• WHAT TO PRODUCE
When a line below holds the string "size", show that line.

• DATA PROVIDED
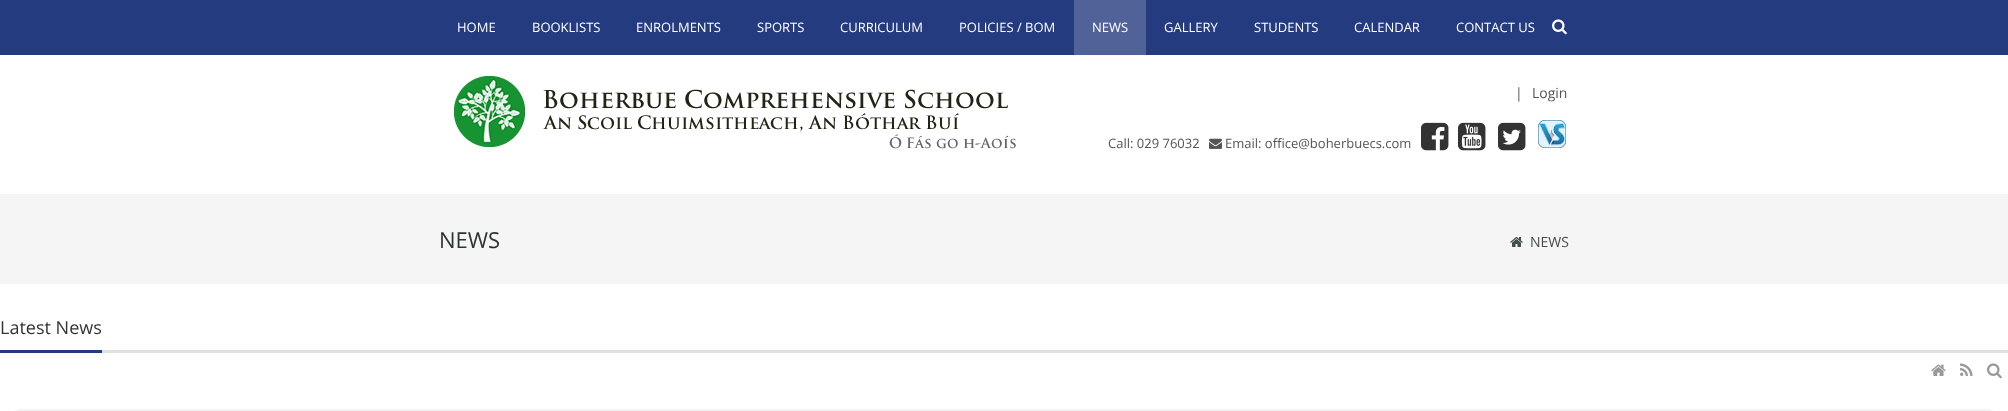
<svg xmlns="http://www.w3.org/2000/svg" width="2008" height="411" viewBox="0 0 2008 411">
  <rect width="100%" height="100%" fill="rgb(255,255,255)"/>
  <rect x="0" y="0" width="2008" height="55" fill="rgb(37,59,128)"/>
  <g font-family="Open Sans" font-size="13" fill="rgb(255,255,255)">
    <text x="457" y="32">HOME</text>
    <text x="532" y="32">BOOKLISTS</text>
    <text x="636" y="32">ENROLMENTS</text>
    <text x="757" y="32">SPORTS</text>
    <text x="840" y="32">CURRICULUM</text>
    <text x="959" y="32">POLICIES / BOM</text>
  </g>
  <rect x="1074" y="0" width="72" height="55" fill="rgb(81,98,153)"/>
  <g font-family="Open Sans" font-size="13" fill="rgb(255,255,255)">
    <text x="1092" y="32">NEWS</text>
    <text x="1164" y="32">GALLERY</text>
    <text x="1254" y="32">STUDENTS</text>
    <text x="1354" y="32">CALENDAR</text>
    <text x="1456" y="32">CONTACT US</text>
  </g>
  <image x="1552" y="19" width="15" height="16" href="pic1.png"/>
  <image x="454" y="76" width="562" height="73" href="pic2.png"/>
  <g font-family="Open Sans" font-size="14" fill="rgb(85,85,85)">
    <text x="1515" y="98">|</text>
    <text x="1532" y="98">Login</text>
  </g>
  <text x="1108" y="148" font-family="Open Sans" font-size="13" fill="rgb(85,85,85)">Call: 029 76032</text>
  <image x="1209" y="138" width="13" height="11" href="pic3.png"/>
  <text x="1225" y="148" font-family="Open Sans" font-size="13" fill="rgb(85,85,85)">Email: office@boherbuecs.com</text>
  <image x="1421" y="122" width="28" height="29" href="pic4.png"/>
  <image x="1458" y="122" width="28" height="29" href="pic5.png"/>
  <image x="1498" y="122" width="28" height="29" href="pic6.png"/>
  <image x="1538" y="120" width="28" height="28" href="pic7.png"/>
  <rect x="0" y="194" width="2008" height="90" fill="rgb(245,245,245)"/>
  <text x="439" y="248" font-family="Open Sans" font-size="22" fill="rgb(44,52,51)">NEWS</text>
  <image x="1510" y="237" width="13" height="10" href="pic8.png"/>
  <text x="1530" y="247" font-family="Open Sans" font-size="14" fill="rgb(65,76,75)">NEWS</text>
  <rect x="102" y="350" width="1906" height="3" fill="rgb(223,224,224)"/>
  <rect x="0" y="350" width="102" height="3" fill="rgb(37,59,128)"/>
  <text x="0" y="334" font-family="Open Sans" font-size="18" fill="rgb(51,51,51)">Latest News</text>
  <image x="1931" y="364" width="15" height="12" href="pic9.png"/>
  <image x="1960" y="363" width="13" height="13" href="pic10.png"/>
  <image x="1987" y="363" width="15" height="16" href="pic11.png"/>
  <rect x="14" y="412" width="1980" height="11" rx="6" fill="rgba(0,0,0,0.25)" filter="blur(2px)"/>
</svg>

• SOLUTION
  <g font-family="Open Sans" font-size="13" fill="rgb(255,255,255)">
  <g font-family="Open Sans" font-size="13" fill="rgb(255,255,255)">
  <g font-family="Open Sans" font-size="14" fill="rgb(85,85,85)">
  <text x="1108" y="148" font-family="Open Sans" font-size="13" fill="rgb(85,85,85)">Call: 029 76032</text>
  <text x="1225" y="148" font-family="Open Sans" font-size="13" fill="rgb(85,85,85)">Email: office@boherbuecs.com</text>
  <text x="439" y="248" font-family="Open Sans" font-size="22" fill="rgb(44,52,51)">NEWS</text>
  <text x="1530" y="247" font-family="Open Sans" font-size="14" fill="rgb(65,76,75)">NEWS</text>
  <text x="0" y="334" font-family="Open Sans" font-size="18" fill="rgb(51,51,51)">Latest News</text>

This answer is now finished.